Même l’UE en vient à condamner le comportement US sur l’aéroport : « Le plus haut diplomate de l'UE a déclaré qu’il était “impossible” pour l’Europe d’évacuer tous ses alliés afghans de Kaboul d'ici la fin du mois d'août. Josep Borrell a reproché aux troupes américaines stationnées à l’aéroport de la ville d'empêcher les personnes évacuées de partir. »

• Autrement dit, je convoque mon ami-ennemi, unknown-unknown, Don Rumsfeld, pour lui annoncer qu’il avait raison : « [U]n adversaire qui représente une menace, une menace sérieuse, pour la sécurité des États-Unis d’Amérique [...] Notre adversaire... C’est la bureaucratie du Pentagone. » Et encore notera-t-on qu’en cas de malheur, en cas d’aggravation de la situation, en cas de mauvaise humeur des talibans et d’arrogance maladroite des américanistes, au cas où l’on dégainerait, Scott Ritter nous explique que les milliers de soldats (7 000-8 000 avec les Britts ?) sur l’aéroport de Kaboul (et les gens attendant l’évacuation) seraient pris dans un piège qui ne serait rien de moins qu’un « Dien Bien-phu moderne »...

Mais plus que tout, bien plus que tout, c’est que dans ce tourbillon de désordre métahistorique, d’invectives, de haines, de folies, d’hystéries, surgit parfois une vérité-de-situation, et je veux dire quelque chose de clair et net : quelque chose d’inattendu et d’absolument bienvenu et vertueux, sous des formes les plus inverties.
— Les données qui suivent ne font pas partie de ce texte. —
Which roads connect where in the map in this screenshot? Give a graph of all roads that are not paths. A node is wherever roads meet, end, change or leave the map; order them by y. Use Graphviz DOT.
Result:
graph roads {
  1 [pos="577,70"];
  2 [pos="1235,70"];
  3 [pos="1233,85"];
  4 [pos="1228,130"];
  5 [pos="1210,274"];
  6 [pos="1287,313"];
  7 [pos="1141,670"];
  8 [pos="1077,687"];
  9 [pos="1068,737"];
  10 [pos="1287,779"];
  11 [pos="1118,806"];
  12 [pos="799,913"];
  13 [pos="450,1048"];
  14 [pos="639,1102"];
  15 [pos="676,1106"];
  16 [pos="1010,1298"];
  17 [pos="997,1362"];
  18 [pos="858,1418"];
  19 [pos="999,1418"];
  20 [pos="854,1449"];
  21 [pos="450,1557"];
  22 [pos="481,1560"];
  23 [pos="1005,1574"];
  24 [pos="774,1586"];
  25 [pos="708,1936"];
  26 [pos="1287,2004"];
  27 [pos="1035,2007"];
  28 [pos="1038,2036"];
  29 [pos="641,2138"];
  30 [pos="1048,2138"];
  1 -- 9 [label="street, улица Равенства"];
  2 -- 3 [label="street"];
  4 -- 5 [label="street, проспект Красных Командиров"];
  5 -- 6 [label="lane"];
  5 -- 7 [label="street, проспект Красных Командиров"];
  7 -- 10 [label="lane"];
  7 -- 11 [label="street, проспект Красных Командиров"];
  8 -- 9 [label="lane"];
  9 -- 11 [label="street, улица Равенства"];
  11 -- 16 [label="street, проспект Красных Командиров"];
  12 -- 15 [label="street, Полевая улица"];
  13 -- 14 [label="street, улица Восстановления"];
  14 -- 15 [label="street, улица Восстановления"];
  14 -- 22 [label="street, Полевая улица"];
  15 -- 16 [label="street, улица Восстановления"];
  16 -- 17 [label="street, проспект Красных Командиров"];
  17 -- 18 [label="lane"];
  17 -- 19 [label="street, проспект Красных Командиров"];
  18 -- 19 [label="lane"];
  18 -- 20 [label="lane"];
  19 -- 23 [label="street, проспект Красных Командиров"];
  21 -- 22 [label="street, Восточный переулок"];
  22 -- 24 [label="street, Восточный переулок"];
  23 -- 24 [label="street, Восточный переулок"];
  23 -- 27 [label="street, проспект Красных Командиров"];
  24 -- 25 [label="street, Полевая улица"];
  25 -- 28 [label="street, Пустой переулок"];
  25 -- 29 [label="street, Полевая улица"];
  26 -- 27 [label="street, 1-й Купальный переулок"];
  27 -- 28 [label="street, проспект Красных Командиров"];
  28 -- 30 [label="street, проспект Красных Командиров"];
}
N’est-ce pas le cas de cette vieille canaille sénile, pinceur de fesse, corrompu et corrupteur, enfermé dans sa démence et son entêtement, menteur, gaffeur, bredouilleur, – qui s’avère être soudain celui qui a décidé d’arrêter une des guerres les plus folles de la politiqueSystème. Joe Biden homme de paix, tel que le distinguent certains esprits capables de se libérer de leurs options passionnées pour lui reconnaître cela, et lui décerner une ‘Medal of Honor’ (sorte de ‘Pour le Mérite’) accompagnée d’un cornet de glace vanille-chocolat avec chantilly.
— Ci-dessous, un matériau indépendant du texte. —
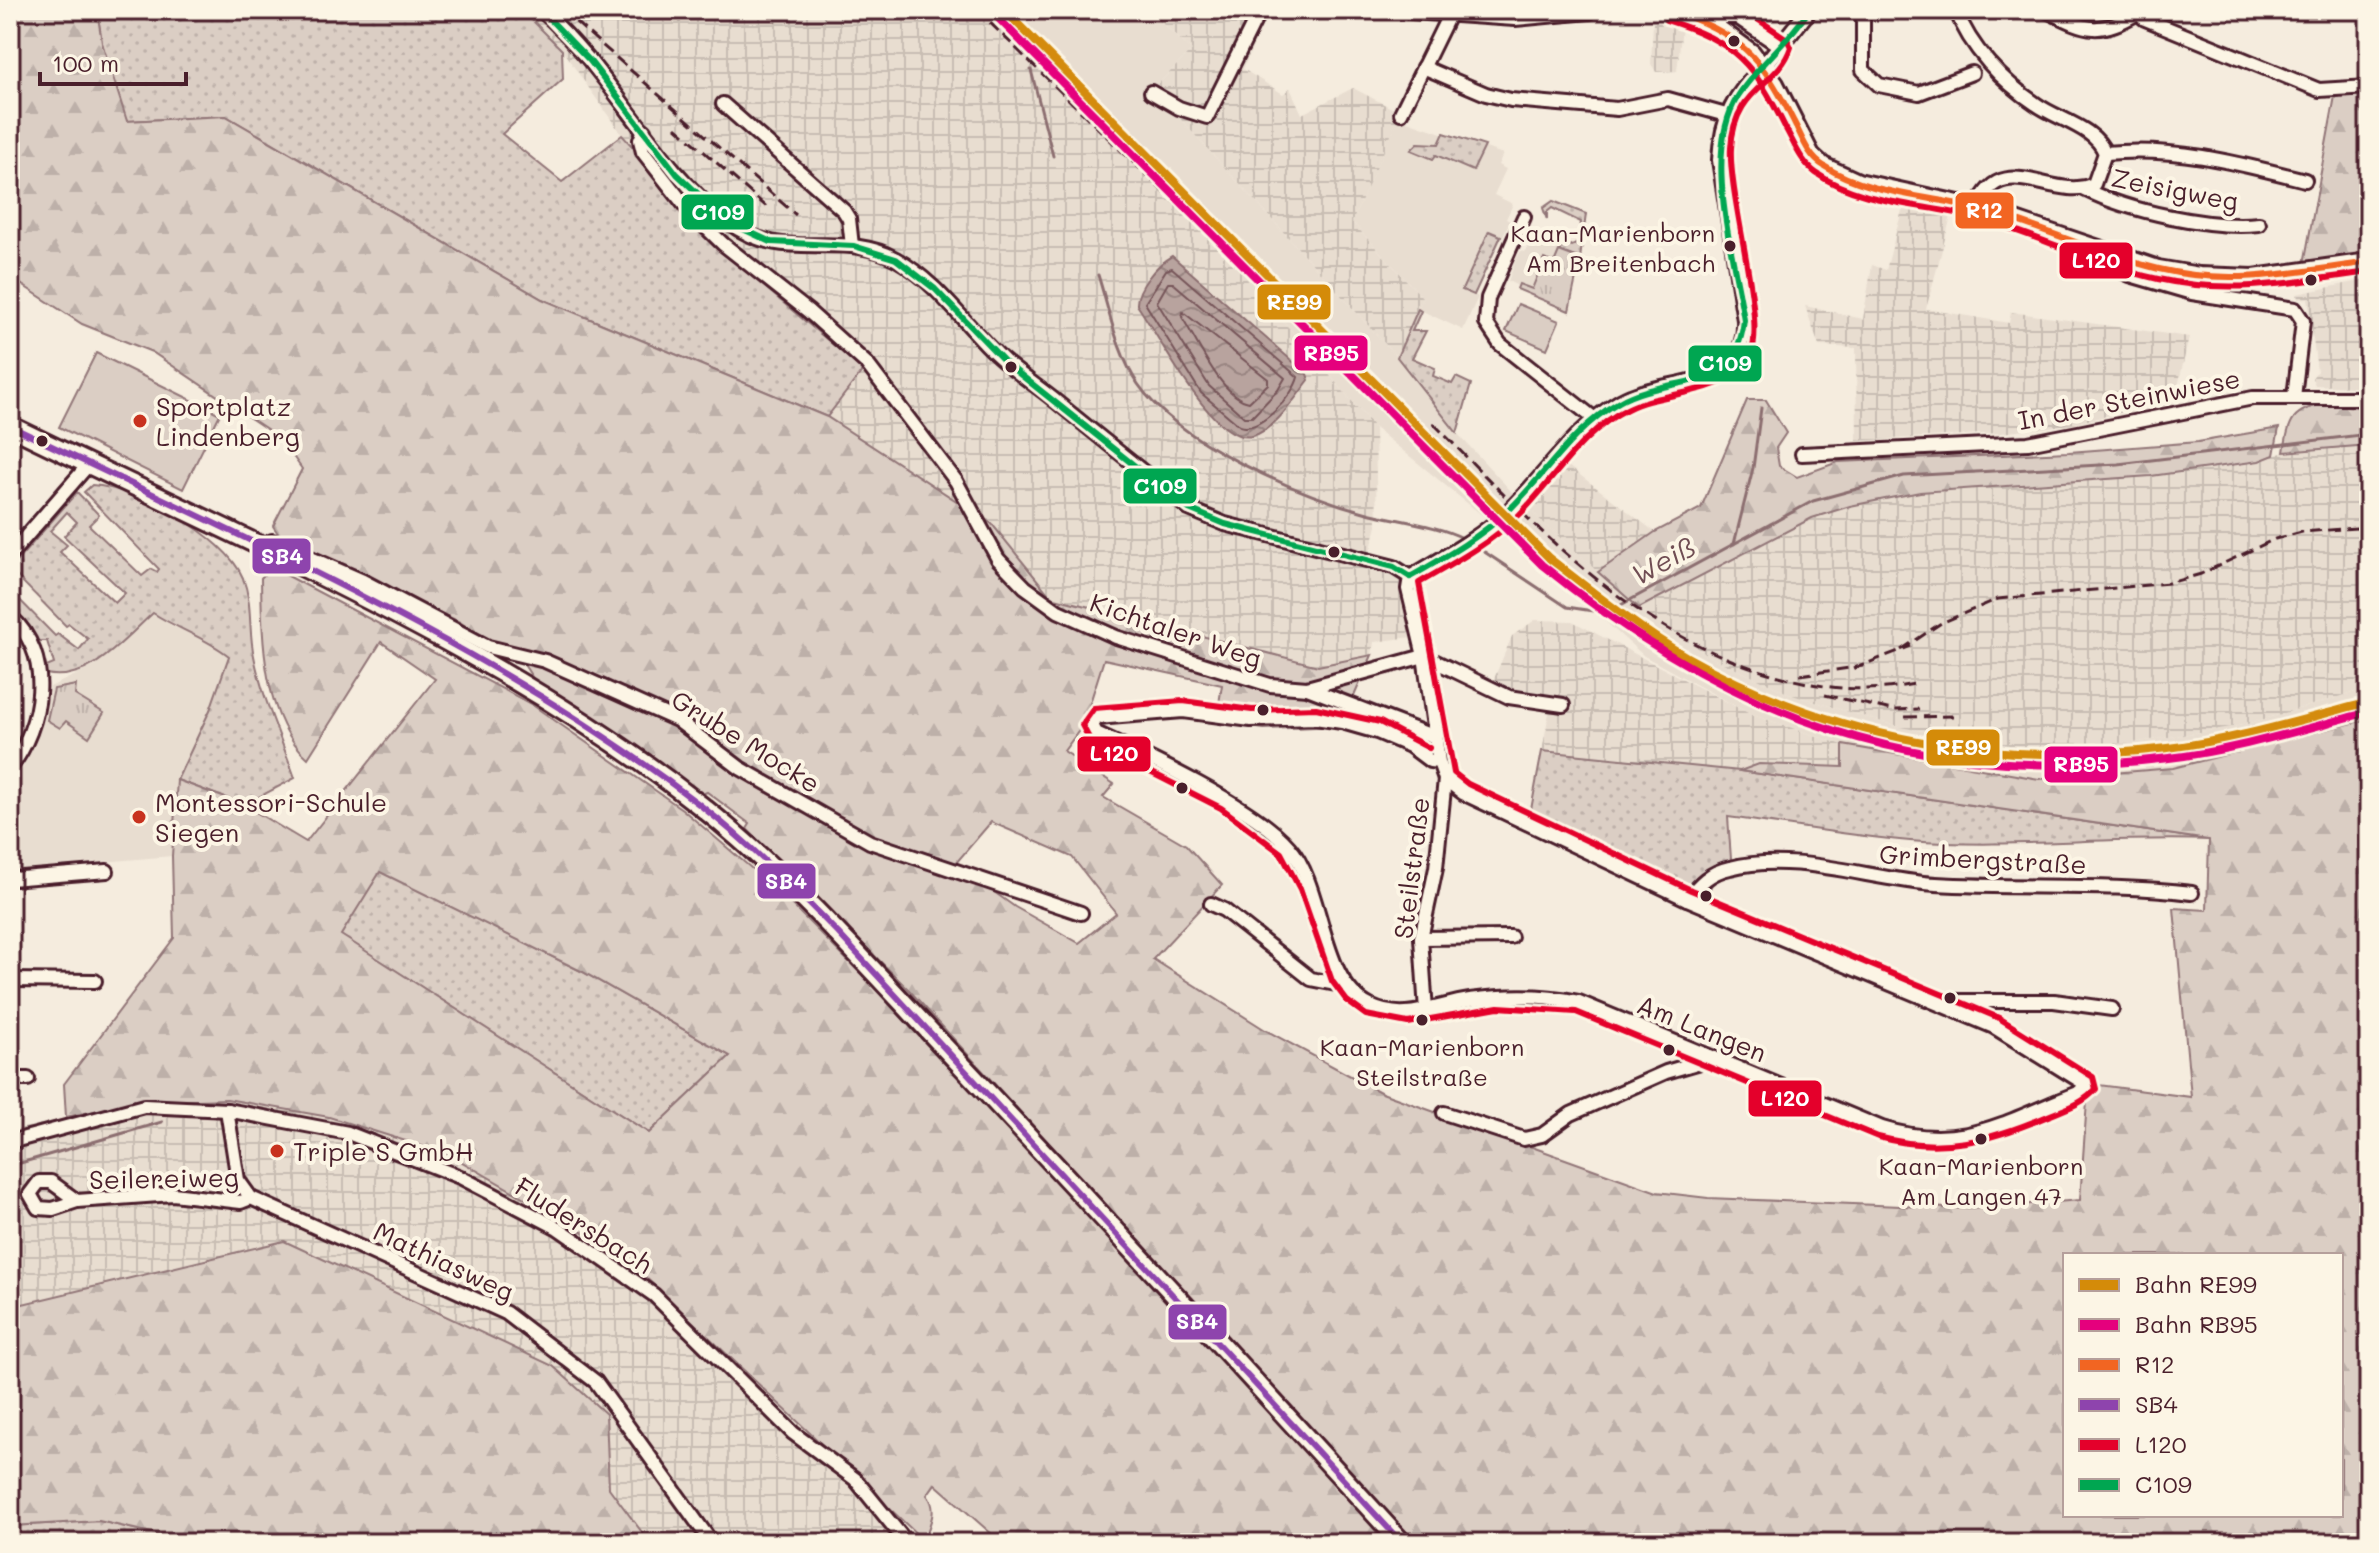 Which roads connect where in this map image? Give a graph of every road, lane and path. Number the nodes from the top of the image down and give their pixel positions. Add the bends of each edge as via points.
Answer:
1 (541, 10) edge
2 (1260, 10) edge
3 (1412, 10) edge
4 (1589, 10) edge
5 (1669, 10) edge
6 (1809, 10) edge
7 (1863, 10) edge
8 (1956, 10) edge
9 (2045, 10) edge
10 (2138, 11) edge
11 (1513, 13) edge
12 (1449, 15) junction
13 (1712, 24) junction
14 (1781, 47) junction
15 (1764, 66) junction
16 (1423, 67) junction
17 (1972, 73) dead end
18 (2369, 87) edge
19 (1151, 92) dead end
20 (723, 104) dead end
21 (1401, 113) dead end
22 (1726, 115) junction
23 (644, 130) junction
24 (2105, 153) junction
25 (2305, 180) dead end
26 (2084, 189) junction
27 (1977, 208) junction
28 (1524, 217) dead end
29 (2259, 224) dead end
30 (852, 246) junction
31 (2095, 249) junction
32 (2369, 262) edge
33 (2294, 397) junction
34 (2369, 398) edge
35 (1596, 420) junction
36 (10, 426) edge
37 (1802, 454) dead end
38 (84, 461) junction
39 (266, 552) junction
40 (10, 555) edge
41 (1410, 577) junction
42 (10, 616) edge
43 (1424, 656) junction
44 (1307, 688) junction
45 (1563, 705) dead end
46 (1435, 737) junction
47 (1439, 762) junction
48 (10, 768) edge
49 (1445, 779) junction
50 (107, 871) dead end
51 (10, 879) edge
52 (2192, 893) dead end
53 (1687, 899) junction
54 (1211, 904) dead end
55 (1081, 913) dead end
56 (1511, 937) dead end
57 (1421, 938) junction
58 (10, 980) edge
59 (95, 981) dead end
60 (1346, 986) junction
61 (1942, 1005) junction
62 (2112, 1009) dead end
63 (1426, 1011) junction
64 (1714, 1058) junction
65 (10, 1079) edge
66 (28, 1079) dead end
67 (227, 1110) junction
68 (1444, 1113) dead end
69 (10, 1142) edge
70 (251, 1198) junction
71 (77, 1201) dead end
72 (712, 1543) edge
73 (907, 1543) edge
74 (1402, 1543) edge

1 - 23 street, Kichtaler Weg via 583,50
2 - 19 street via 1207,117
3 - 12 main road
4 - 11 main road
5 - 13 main road
6 - 14 street
7 - 17 street via 1863,70 1879,85 1919,93
8 - 24 street via 1972,40 2007,81 2051,114 2092,135
9 - 10 street via 2107,29
10 - 18 street via 2319,90
11 - 12 main road
12 - 16 street
13 - 14 street via 1719,17 1737,17
13 - 15 main road
14 - 15 street
15 - 22 street via 1737,93
15 - 27 main road via 1802,141 1823,166 1858,182
16 - 21 street
16 - 22 street via 1511,100 1617,109 1668,99
20 - 30 street via 844,211
22 - 35 street via 1719,160 1744,320 1741,351 1716,373 1625,399
23 - 30 street, Kichtaler Weg via 677,173 746,235 786,247
23 - 44 street, Kichtaler Weg via 643,152 690,212 867,364 956,481 998,559 1025,587 1058,611 1116,637 1250,681
24 - 25 street via 2201,155
24 - 26 street via 2094,184
26 - 27 street, Zeisigweg via 2005,180 1987,189
26 - 29 street, Zeisigweg via 2175,216
27 - 31 main road
28 - 35 street via 1488,298 1486,323 1500,344
30 - 41 street, Kichtaler Weg via 908,266 961,313 991,350 1205,518 1394,567
31 - 32 main road via 2158,269 2232,278
31 - 33 street via 2100,261 2130,275 2192,293 2295,309 2303,321
33 - 34 street, In der Steinwiese
33 - 37 street, In der Steinwiese via 2253,398 2028,443
35 - 41 street via 1517,502
36 - 38 main road
38 - 39 main road
38 - 40 street
39 - 55 street, Grube Mocke via 272,541 363,581 488,647 545,661 677,720 740,768 870,842
39 - 74 main road via 535,694 702,807 801,896 1147,1262
41 - 43 street via 1408,589
42 - 48 street via 32,646 41,679 33,725
43 - 44 street, Kichtaler Weg
43 - 45 street via 1509,697
43 - 46 street
44 - 46 street, Kichtaler Weg
46 - 47 street
47 - 49 street
47 - 60 street via 1377,732 1315,718 1251,720 1148,712 1097,718 1092,725 1096,733 1220,798 1287,844 1305,875
49 - 53 street via 1463,793
49 - 57 street, Steilstraße via 1436,868
50 - 51 street
52 - 53 street, Grimbergstraße via 1933,884 1758,864 1729,868 1702,880
53 - 61 street
54 - 60 street via 1311,979
56 - 57 street
57 - 63 street, Steilstraße
58 - 59 street
60 - 63 street, Am Langen via 1385,1011
61 - 62 street via 2054,1001
61 - 64 street, Am Langen via 1994,1027 2087,1085 1973,1136 1929,1139 1882,1128
63 - 64 street, Am Langen via 1473,1000 1559,998
64 - 68 street via 1666,1072 1585,1108 1542,1135 1524,1139
65 - 66 street
67 - 69 street, Fludersbach via 144,1106
67 - 70 street via 235,1169
67 - 73 street, Fludersbach via 348,1133 460,1177 558,1228 654,1295 793,1433 855,1479
70 - 71 street, Seilereiweg via 241,1202 173,1194
70 - 72 street, Mathiasweg via 506,1313 596,1382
... Rappelez-vous ceci : « Nous rappellerons cette phrase étonnante, que nous citons souvent, du metteur en scène Oliver Stone dans son film ‘Nixon’; la scène montrant Nixon allant rencontrer, impromptu, avec son chef de cabinet Haldeman et deux gardes du corps, des étudiants contestataires au Mémorial Lincoln, lors d’une soirée en 1971, à Washington D.C.; un cercle d’étudiants incrédules se formant autour du président, le pressant, l’interpellant, et soudain une jeune fille de 19 ans (l’âge est précisé) lui demandant pourquoi il ne fait pas tout de suite la paix au Vietnam, lui qui est président, qui a tous les pouvoirs et qui affirme vouloir faire la paix; Nixon répondant par des généralités qui laissent pourtant entendre une expression de sincérité, disant qu’il essaie, que c’est difficile, parlant d’une voix presque oppressée… La jeune fille s’exclame soudain : “Mais on dirait que vous parlez d’une bête que vous n’arrivez pas à dompter!” Nixon repart, s’installe dans la voiture officielle, reste songeur puis, soudain, à l’intention d’Haldeman: “Bob, c’est incroyable, cette gamine de 19 ans, bon Dieu, elle a tout compris !” »

Diable ! Il fallait bien un fou pour décider aussi droitement (sans préjuger de ce qu’il en restera, de ce qui va suivre, on verra, mais c’est tout de même un sacré coup de pied au cul de l’‘Empire’ déjà si mal en point)... Un fou, vous dis-je... Et le Diable, qui n’aime rien tant que trahir ses meilleurs serviteurs, en l’occurrence la bande allumée et hystérique des neocon & Co, – et le Diable en rit déjà et encore, quoiqu’un peu jaune.